Let $A$ be a weakly symmetric $k$-algebra, that is, $A$ is a finite-dimensional self-injective $k$-algebra such that $\mathrm{top} P \cong \mathrm{soc} P$ for any indecomposable projective $A$-module $P$.
Let $\nu$ be the Nakayama functor, that is, $\nu = D(A) \otimes_A \_: mod(A) \to mod(A)$, where $D(A) = Hom_k(A,k)$ denotes the dual of $A$.
Assume that $\nu$ is an involution, that is, assume that there is an isomorphism $\nu^2 \cong Id_{mod(A)}$ of functors.
Is it true that for any left $A$-module $M$ there is an isomorphism $\nu(M) \cong M$?
This isomorphism is not required to be functorial in $M$.
Such an isomorphism exists for any projective and any simple $A$-module.
Moreover, there is an isomorphism of functors $\nu \cong Id_{mod(A)}$ if and only if $A$ is symmetric.
The answer is positive in the case of the local anti-commutative algebra $A = k \langle x,y \rangle /(x^2,y^2, xy + yx)$.
Any comments would be highly appreciated.
EDIT: Without the assumption $\nu^2 \cong Id_{mod(A)}$, there are examples with non-$\nu$-invariant modules (in "Frobenius Algebras I" by Skowronski and Yamagata, Chapter IV, Section 10, Example 7).
Let $A$ be any algebra where $\nu_A^2\cong\text{Id}$ but $\nu_A\not\cong\text{Id}$, such as the example $A=k\langle x,y\mid x^2=y^2=xy+yx=0\rangle$ that you give in the question.
So, as $A$-bimodules, $A\cong D(A)\otimes_A D(A)$ but $A\not\cong D(A)$.
Let $TA$ be the trivial extension algebra $TA=A\oplus D(A)$ with multiplication $(a,\varphi)(a'\varphi')=(aa',a\varphi'+\varphi a')$. All I'll need to know about $TA$ is that it is symmetric and has $A$ as an algebra quotient.
Let $B=A\otimes_k(TA)^{op}$, so a left $B$-module is just an $A$-$TA$-bimodule.

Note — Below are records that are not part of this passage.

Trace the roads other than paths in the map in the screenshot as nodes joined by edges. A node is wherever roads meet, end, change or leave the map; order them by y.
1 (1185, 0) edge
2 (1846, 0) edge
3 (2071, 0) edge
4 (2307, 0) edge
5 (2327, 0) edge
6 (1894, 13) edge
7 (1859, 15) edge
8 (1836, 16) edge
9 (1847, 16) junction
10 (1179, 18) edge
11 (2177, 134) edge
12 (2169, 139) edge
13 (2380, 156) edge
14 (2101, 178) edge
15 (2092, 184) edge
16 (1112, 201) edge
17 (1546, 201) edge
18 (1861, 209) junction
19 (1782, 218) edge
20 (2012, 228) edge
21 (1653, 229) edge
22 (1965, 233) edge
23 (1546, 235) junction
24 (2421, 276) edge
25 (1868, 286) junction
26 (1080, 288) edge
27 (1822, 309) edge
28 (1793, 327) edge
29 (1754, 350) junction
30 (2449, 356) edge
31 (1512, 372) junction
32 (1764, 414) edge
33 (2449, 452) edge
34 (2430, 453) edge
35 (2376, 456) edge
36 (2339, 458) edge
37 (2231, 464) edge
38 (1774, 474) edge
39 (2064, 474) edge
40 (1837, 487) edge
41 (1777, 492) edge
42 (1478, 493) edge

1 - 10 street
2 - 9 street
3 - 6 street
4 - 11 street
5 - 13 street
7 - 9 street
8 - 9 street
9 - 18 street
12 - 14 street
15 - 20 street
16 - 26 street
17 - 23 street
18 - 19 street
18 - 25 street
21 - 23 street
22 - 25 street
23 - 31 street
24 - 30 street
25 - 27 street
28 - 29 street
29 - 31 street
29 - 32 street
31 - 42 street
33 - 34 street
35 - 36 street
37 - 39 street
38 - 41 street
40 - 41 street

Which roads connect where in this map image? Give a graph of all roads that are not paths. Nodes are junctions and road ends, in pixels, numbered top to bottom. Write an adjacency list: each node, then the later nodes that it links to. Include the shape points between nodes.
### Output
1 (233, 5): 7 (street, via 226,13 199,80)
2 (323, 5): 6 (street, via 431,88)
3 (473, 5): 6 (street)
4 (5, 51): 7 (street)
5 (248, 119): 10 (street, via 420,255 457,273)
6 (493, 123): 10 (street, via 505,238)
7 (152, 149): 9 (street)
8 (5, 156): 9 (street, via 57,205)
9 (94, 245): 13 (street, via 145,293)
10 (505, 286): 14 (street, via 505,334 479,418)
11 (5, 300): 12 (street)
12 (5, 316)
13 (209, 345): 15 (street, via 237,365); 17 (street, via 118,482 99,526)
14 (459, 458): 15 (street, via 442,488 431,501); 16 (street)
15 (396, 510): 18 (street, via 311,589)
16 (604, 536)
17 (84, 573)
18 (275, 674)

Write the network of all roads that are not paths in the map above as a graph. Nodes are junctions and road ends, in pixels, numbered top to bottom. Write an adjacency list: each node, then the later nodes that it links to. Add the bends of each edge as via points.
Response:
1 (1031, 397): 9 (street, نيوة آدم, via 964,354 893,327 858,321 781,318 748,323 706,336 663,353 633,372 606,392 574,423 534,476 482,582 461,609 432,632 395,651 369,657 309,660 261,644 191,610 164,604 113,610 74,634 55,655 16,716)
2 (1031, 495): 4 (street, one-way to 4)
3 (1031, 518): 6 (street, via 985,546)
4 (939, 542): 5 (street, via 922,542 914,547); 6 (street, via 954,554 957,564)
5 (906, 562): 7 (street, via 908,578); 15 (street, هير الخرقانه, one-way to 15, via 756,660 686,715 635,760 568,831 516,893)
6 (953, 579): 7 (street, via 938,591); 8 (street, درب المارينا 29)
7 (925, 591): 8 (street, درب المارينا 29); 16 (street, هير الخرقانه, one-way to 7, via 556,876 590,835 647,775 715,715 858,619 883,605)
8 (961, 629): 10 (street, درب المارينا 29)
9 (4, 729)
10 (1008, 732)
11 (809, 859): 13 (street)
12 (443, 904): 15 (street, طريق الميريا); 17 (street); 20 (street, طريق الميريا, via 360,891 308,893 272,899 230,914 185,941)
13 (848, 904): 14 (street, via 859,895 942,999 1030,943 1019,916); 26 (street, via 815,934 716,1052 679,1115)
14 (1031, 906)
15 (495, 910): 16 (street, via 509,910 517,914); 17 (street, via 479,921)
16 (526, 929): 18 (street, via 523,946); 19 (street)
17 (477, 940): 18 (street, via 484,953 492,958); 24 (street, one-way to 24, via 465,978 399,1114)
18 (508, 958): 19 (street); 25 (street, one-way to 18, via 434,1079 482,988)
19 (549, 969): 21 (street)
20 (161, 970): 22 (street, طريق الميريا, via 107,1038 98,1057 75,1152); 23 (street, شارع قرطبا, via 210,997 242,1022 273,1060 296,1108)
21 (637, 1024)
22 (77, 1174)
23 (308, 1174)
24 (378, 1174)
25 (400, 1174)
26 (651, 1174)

$$D(B)\otimes_B D(B)\cong \left(D(A)\otimes_A D(A)\right)\otimes_k \left(TA\otimes_{TA}TA\right)\cong B$$ as a $B$-bimodule, since $TA$ is symmetric. So $\nu_B^2\cong\text{Id}$.
Let $M=A$, considered as a $B$-module, or $A$-$TA$-bimodule, by left multiplication of $A$ and right multiplication of $TA$ via its natural quotient $A$.
Then $$\nu_B(M)\cong D(A)\otimes_A M\otimes_{TA}D(TA)\cong D(A)\otimes_AA\cong D(A)$$ as an $A$-$TA$-bimodule.
But this is not isomorphic to $M=A$ as a bimodule, since $DA\not\cong A$ as an $A$-bimodule.
So the algebra $B$, with module $M=A$, is a counterexample.
Probably there's a much more elementary example along the lines of $A=k\langle x,y\mid x^2=y^2=xy+yx=0\rangle$ where you could do an explicit calculation, but I tend to get horribly confused by any calculation that involves keeping track of minus signs.